The growing use of paramagnetic contrast agents in magnetic susceptibility imaging motivated a series of investigations regarding the effect of these exogenous agents on susceptibility imaging in the brain, heart, and kidney. In each of these organs, gadolinium increases susceptibility contrast and anisotropy, though the enhancements depend on the tissue type, compartmentalization of contrast agent, and complex multi-pool relaxation. In the brain, the introduction of paramagnetic contrast agents actually makes white matter tissue regions appear more diamagnetic relative to the reference susceptibility. Gadolinium-enhanced MRI yields tensor-valued susceptibility images with eigenvectors that more accurately reflect the underlying tissue orientation.
Despite the boost gadolinium provides, tensor-valued susceptibility image reconstruction is prone to image artifacts. A novel algorithm was developed to mitigate these artifacts by incorporating orientation-dependent tissue relaxation information into susceptibility tensor estimation. The technique was verified using a numerical phantom simulation, and improves susceptibility-based tractography in the brain, kidney, and heart. This work represents the first successful application of susceptibility-based tractography to a whole, intact heart.
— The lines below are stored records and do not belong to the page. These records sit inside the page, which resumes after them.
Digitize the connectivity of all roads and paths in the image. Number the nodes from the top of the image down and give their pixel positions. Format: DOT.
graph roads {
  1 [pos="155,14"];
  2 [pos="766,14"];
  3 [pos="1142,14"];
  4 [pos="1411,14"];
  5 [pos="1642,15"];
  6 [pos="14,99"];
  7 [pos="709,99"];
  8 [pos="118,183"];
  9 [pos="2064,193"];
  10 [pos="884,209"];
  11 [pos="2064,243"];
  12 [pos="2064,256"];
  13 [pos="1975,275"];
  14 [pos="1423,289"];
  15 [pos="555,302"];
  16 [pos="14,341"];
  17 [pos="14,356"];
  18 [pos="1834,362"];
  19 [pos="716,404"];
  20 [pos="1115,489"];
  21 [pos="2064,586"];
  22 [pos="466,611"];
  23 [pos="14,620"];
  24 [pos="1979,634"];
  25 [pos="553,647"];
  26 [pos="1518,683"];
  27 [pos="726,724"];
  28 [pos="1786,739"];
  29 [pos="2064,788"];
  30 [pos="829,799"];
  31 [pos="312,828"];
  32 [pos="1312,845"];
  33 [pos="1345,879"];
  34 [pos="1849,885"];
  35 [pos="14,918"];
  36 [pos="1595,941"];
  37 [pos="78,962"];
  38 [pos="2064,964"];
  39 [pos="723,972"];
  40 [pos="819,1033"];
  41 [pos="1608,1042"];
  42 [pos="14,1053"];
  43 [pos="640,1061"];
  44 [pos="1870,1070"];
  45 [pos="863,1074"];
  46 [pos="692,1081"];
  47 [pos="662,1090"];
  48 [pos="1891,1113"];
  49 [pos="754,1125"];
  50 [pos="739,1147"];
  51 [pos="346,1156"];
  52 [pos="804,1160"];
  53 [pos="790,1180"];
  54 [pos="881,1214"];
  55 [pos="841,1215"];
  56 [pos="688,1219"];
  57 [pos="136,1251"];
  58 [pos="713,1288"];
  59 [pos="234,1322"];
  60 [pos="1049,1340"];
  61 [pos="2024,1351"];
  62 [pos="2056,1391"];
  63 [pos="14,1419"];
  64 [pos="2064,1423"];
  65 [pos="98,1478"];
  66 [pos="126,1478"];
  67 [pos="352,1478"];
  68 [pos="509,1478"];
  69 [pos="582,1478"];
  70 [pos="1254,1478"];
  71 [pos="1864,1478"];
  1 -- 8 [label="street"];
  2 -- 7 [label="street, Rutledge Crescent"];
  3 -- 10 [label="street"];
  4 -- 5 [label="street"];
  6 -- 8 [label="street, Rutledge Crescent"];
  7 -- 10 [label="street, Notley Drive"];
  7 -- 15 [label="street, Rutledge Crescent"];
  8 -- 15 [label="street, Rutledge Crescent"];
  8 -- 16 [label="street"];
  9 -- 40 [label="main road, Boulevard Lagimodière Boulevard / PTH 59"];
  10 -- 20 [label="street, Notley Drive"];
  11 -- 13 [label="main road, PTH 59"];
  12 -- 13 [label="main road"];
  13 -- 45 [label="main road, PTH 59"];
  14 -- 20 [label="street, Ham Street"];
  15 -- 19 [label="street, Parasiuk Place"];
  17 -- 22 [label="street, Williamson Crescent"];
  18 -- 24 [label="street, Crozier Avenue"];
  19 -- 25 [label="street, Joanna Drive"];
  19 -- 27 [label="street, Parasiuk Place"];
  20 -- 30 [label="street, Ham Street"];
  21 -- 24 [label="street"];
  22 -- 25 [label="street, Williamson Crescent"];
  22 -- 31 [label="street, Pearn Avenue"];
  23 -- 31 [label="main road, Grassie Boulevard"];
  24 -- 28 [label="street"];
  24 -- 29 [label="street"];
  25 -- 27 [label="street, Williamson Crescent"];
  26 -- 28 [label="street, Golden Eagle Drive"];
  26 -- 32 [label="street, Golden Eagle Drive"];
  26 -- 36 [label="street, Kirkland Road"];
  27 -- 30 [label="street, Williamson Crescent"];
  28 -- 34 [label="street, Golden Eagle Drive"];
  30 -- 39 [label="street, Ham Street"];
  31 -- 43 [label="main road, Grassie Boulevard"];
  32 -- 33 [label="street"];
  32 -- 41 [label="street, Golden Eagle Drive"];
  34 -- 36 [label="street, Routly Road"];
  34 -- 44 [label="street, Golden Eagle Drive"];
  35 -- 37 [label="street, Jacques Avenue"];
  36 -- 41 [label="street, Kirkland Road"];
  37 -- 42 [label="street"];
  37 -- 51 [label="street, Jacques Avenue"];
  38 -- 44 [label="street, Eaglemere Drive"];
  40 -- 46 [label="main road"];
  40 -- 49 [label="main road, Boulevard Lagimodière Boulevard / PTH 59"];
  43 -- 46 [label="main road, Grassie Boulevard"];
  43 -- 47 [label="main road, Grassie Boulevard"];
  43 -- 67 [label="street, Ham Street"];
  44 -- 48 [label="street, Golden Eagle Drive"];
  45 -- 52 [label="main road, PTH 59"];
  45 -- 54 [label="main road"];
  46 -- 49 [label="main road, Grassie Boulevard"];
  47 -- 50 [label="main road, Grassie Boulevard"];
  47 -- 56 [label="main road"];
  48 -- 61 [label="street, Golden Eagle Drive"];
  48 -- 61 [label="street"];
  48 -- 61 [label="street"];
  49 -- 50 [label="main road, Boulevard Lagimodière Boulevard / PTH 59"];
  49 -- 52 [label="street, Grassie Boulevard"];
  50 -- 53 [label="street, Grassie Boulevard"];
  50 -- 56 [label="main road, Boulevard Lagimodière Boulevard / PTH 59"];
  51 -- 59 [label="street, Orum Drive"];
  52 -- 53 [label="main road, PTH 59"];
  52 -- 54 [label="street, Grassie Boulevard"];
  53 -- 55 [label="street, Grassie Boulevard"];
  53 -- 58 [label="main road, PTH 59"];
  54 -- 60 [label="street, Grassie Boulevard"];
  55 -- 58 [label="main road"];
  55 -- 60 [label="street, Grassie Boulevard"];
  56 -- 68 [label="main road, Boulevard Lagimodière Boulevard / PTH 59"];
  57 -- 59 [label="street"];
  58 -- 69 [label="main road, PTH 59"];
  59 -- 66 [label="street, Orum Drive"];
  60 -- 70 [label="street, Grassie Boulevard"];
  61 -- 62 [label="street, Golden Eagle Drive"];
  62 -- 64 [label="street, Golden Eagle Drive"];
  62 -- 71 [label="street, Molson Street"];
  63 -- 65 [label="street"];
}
The knowledge and tools developed throughout the course of this research were then applied to studying mouse models of Alzheimer’s disease in vivo, and studying hypertrophic human myocardium specimens ex vivo. Though a preliminary study using contrast-enhanced quantitative susceptibility mapping has revealed diamagnetic amyloid plaques associated with Alzheimer’s disease in the mouse brain ex vivo, non-contrast susceptibility imaging was unable to precisely identify these plaques in vivo. Susceptibility tensor imaging of human myocardium specimens at 9.4 T shows that susceptibility anisotropy is larger and mean susceptibility is more diamagnetic in hypertrophic tissue than in normal tissue. These findings support the hypothesis that myofilament proteins are a source of susceptibility contrast and anisotropy in myocardium. This collection of preclinical studies provides new tools and context for analyzing tissue structure, chemistry, and health in a variety of organs throughout the body.